• WORK TO COMPLETE
The lines wanted are those in the data below that include "road".

• RECORDS TO PROCESS
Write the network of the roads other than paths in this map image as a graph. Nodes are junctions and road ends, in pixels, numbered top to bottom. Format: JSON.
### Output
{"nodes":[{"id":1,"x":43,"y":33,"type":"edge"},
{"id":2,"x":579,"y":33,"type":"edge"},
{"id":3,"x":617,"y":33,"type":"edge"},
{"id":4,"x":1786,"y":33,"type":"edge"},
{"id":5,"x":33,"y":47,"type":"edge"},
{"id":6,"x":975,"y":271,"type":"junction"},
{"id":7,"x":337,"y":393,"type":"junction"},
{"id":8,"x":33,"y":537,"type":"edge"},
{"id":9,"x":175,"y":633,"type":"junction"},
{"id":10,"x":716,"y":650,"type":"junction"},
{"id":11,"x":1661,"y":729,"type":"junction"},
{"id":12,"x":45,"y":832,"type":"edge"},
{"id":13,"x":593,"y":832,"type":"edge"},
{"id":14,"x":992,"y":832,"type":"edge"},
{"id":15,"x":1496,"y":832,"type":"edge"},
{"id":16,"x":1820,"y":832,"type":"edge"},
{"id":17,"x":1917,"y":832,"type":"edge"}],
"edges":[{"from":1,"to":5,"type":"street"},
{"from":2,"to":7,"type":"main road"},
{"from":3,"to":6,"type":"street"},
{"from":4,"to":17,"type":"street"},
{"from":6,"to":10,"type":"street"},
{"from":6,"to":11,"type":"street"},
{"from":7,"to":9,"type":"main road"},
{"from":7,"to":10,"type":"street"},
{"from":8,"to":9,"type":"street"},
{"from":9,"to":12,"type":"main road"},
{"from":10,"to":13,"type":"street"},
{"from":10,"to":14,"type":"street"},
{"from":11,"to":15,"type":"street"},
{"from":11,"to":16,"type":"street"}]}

• ANSWER TO THIS TASK
Write the network of the roads other than paths in this map image as a graph. Nodes are junctions and road ends, in pixels, numbered top to bottom. Format: JSON.
{"from":2,"to":7,"type":"main road"},
{"from":7,"to":9,"type":"main road"},
{"from":9,"to":12,"type":"main road"},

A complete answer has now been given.